The trees grew close together and were so leafy that he could get no glimpse of the sky. All the light was green light that came through the leaves: but there must have been a very strong sun overhead, for this green daylight was bright and warm. It was the quietest wood you could possibly imagine. There were no birds, no insects, no animals, and no wind. You could almost feel the trees growing. ~ C.S. Lewis, Magician’s Nephew

“Always watch where you are going. Otherwise, you may step on a piece of the Forest that was left out by mistake.” ~ A A Milne 

“She looked at a silver birch: it would have a soft, showery voice and would look like a slender girl, with hair blown all about her face and fond of dancing. She looked at the oak: he would be a wizened, but hearty, old man with a frizzled beard and warts on his fact and hands, with hair growing out of the warts.
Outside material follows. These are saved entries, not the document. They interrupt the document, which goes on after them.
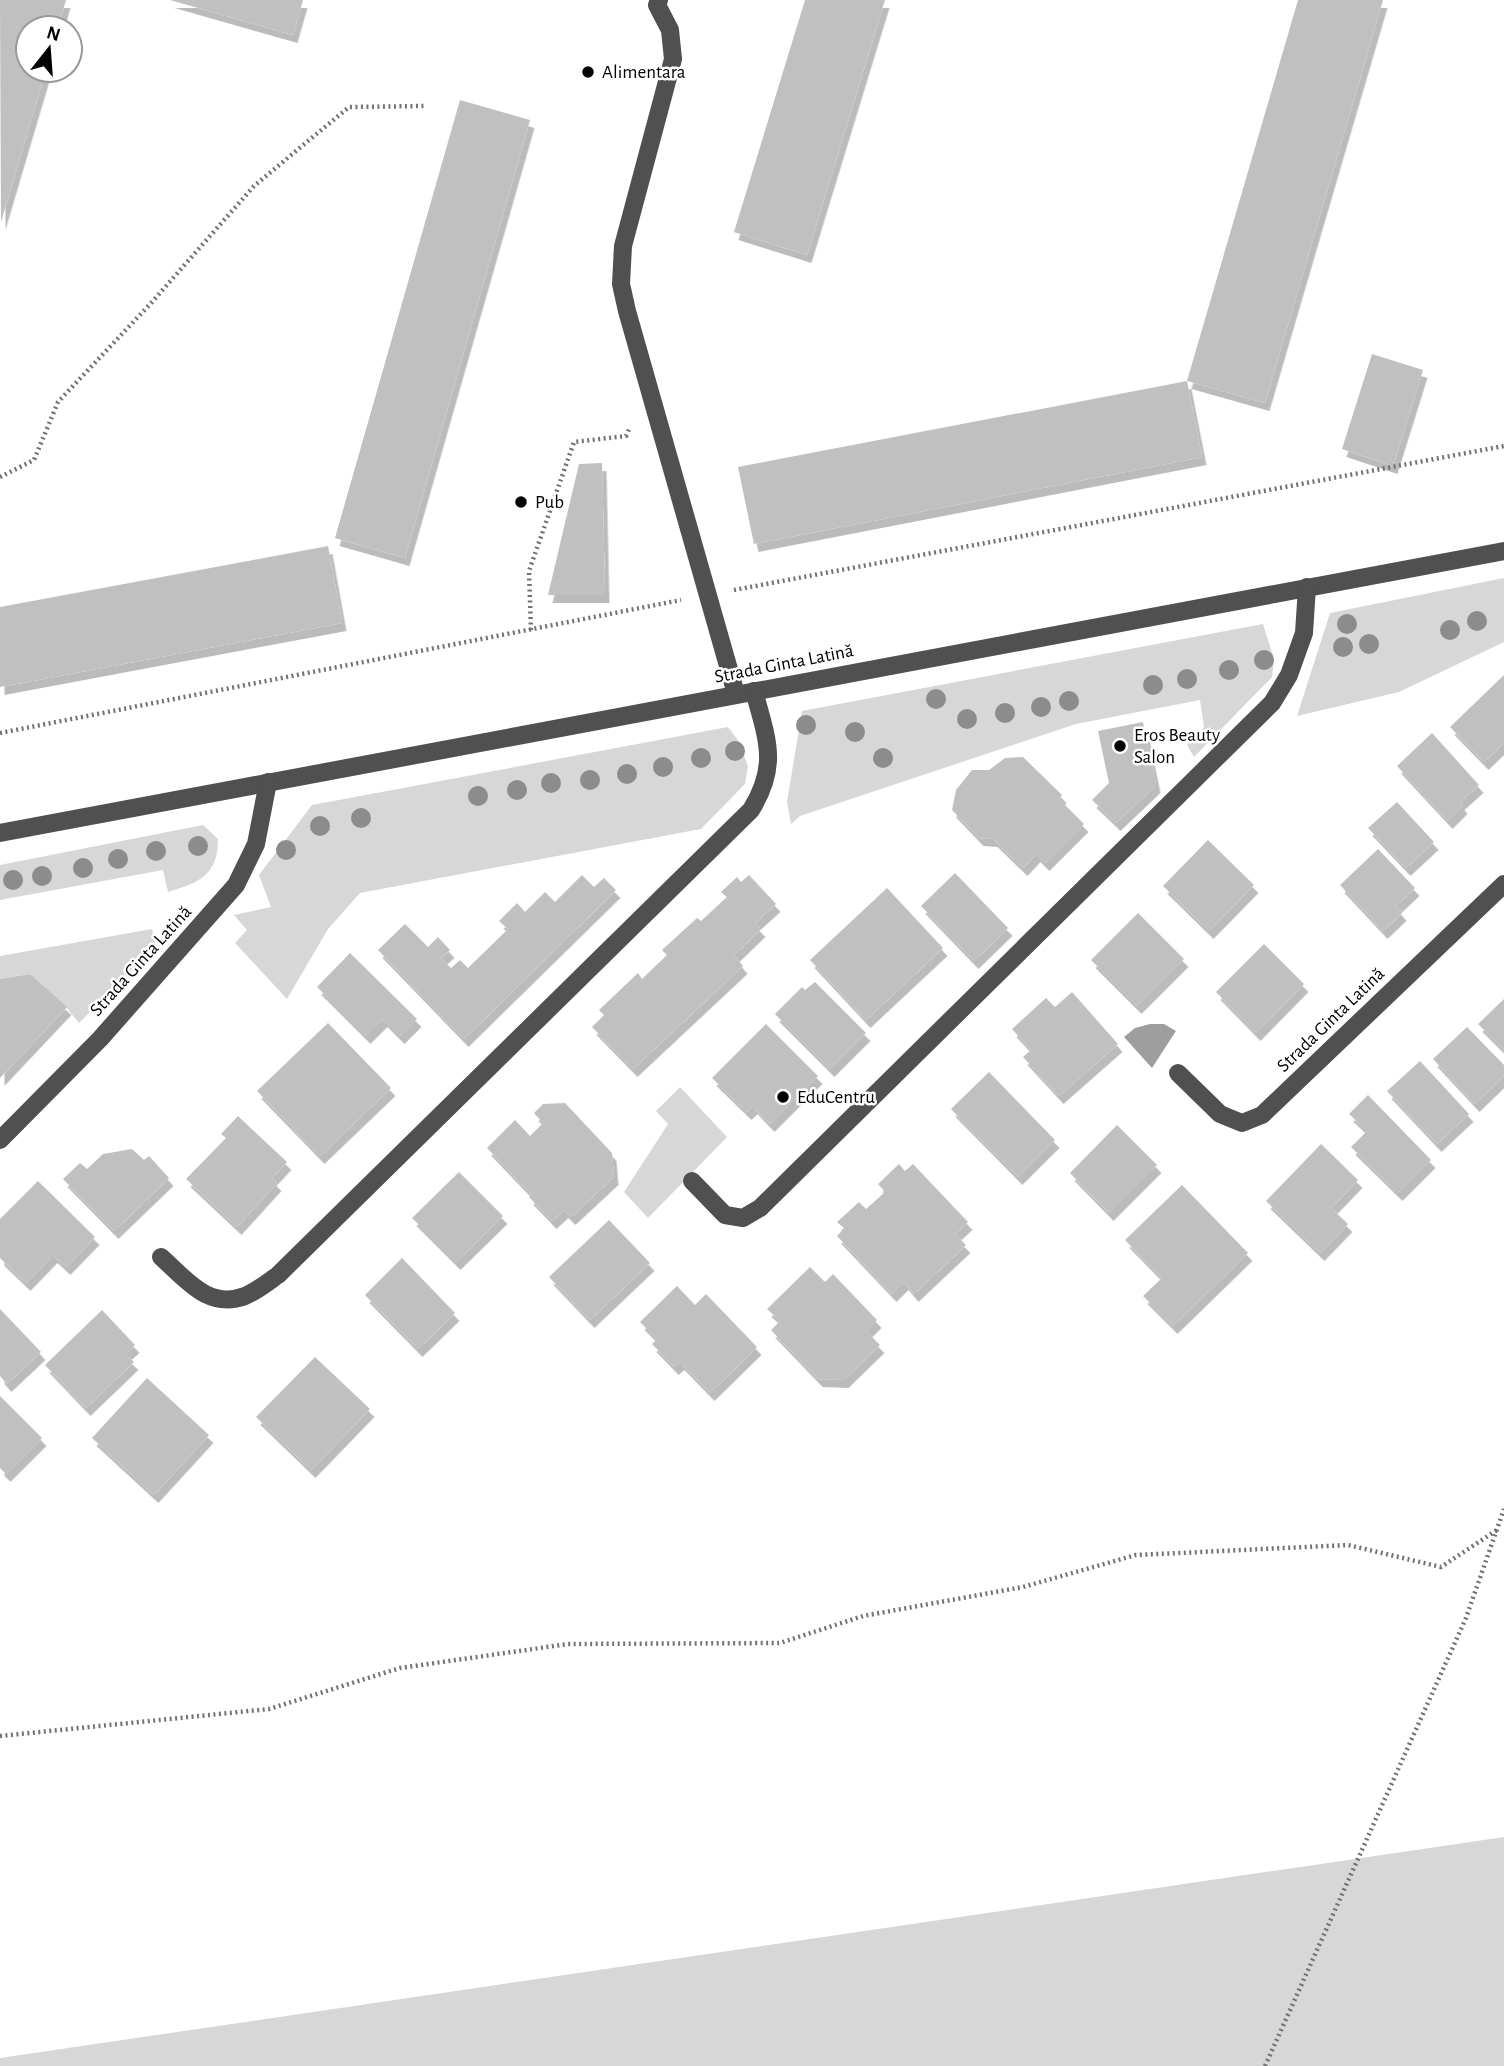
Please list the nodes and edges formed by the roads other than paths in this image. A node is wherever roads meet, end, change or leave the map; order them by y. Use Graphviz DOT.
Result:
graph roads {
  1 [pos="659,0"];
  2 [pos="1504,551"];
  3 [pos="1307,587"];
  4 [pos="754,691"];
  5 [pos="736,694"];
  6 [pos="268,782"];
  7 [pos="0,833"];
  8 [pos="1504,884"];
  9 [pos="1178,1073"];
  10 [pos="0,1140"];
  11 [pos="692,1181"];
  12 [pos="161,1257"];
  1 -- 5 [label="street"];
  2 -- 3 [label="street, Strada Ginta Latină"];
  3 -- 4 [label="street, Strada Ginta Latină"];
  3 -- 11 [label="street"];
  4 -- 5 [label="street, Strada Ginta Latină"];
  4 -- 12 [label="street"];
  5 -- 6 [label="street, Strada Ginta Latină"];
  6 -- 7 [label="street, Strada Ginta Latină"];
  6 -- 10 [label="street, Strada Ginta Latină"];
  8 -- 9 [label="street, Strada Ginta Latină"];
}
She looked at the beech under which she was standing. Ah! –she would be the best of all. She would be a gracious goddess, smooth and stately, the Lady of the Wood.” ~ C.S. Lewis, Prince Caspian

“You can’t stay in your corner of the Forest waiting for others to come to you. You have to go to them sometimes.” ~ Milne, Winnie the Pooh

“Great stems rose about me, uplifting a thick multitudinous roof above me of branches, and twigs, and leaves– the bird and insect world uplifted over mine, with its own landscapes, its own thickets, and paths, and glades, and dwellings; its own bird-ways and insect-delights. Great boughs crossed my path; great roots based the tree-columns, and mightily clasped the earth, strong to lift and strong to uphold. It seemed an old, old forest, perfect in forest ways and pleasure.” ~ MacDonald Phantastes

“[The fairy tale] stirs and troubles him (to his life-long enrichment) with the dim sense of something beyond his reach and, far from dulling or emptying the actual world, gives it a new dimension of depth. He does not despise real woods because he has read of enchanted woods: The reading makes all real woods a little enchanted.” —C. S. Lewis, in Of Other Worlds”

I know I’ve read so many more quotes about forests and trees and woods, but now that I’m trying to come up with them, they elude me.  Perhaps you have one that you are attached to and would like to share?

For now, I will leave you with one last quote about a magical forest… of a slightly different mien:

“Be grateful you’re not in the forest in France
Where the average young person just hasn’t a chance

To escape from the perilous pants eating plants
But your pants are safe, you’re a fortunate guy
You ought to be shouting how lucky am I” ~ Dr. Seuss

Many Wondrous Kinds of Light

We looked through doorways, we ambled along beautiful, mysterious paths.  Now, I’d like to talk about atmosphere.  What makes any place feel more magical is just the right quality of light.

I think I brought up sunrise and sunset in my post on doorways – the time between times.  Photographers love it because the quality of light is both soft and rich, quiet and striking.  

Different kinds of light take you different places.  Those warm, perfect sunsets (I’ll be honest, I can’t really tell you much about sunrises as I am rarely awake enough of in the early mornings to appreciate them) are breathtaking.  It’s hard to look away from the sky when the sun, normally too bright to see, is swathed in a hundred layers of brilliant color as it falls into seas or mountains.  Half the world goes dark as shadows creep up from underneath, but the top layer holds onto that glorious golden color until the last lights fade.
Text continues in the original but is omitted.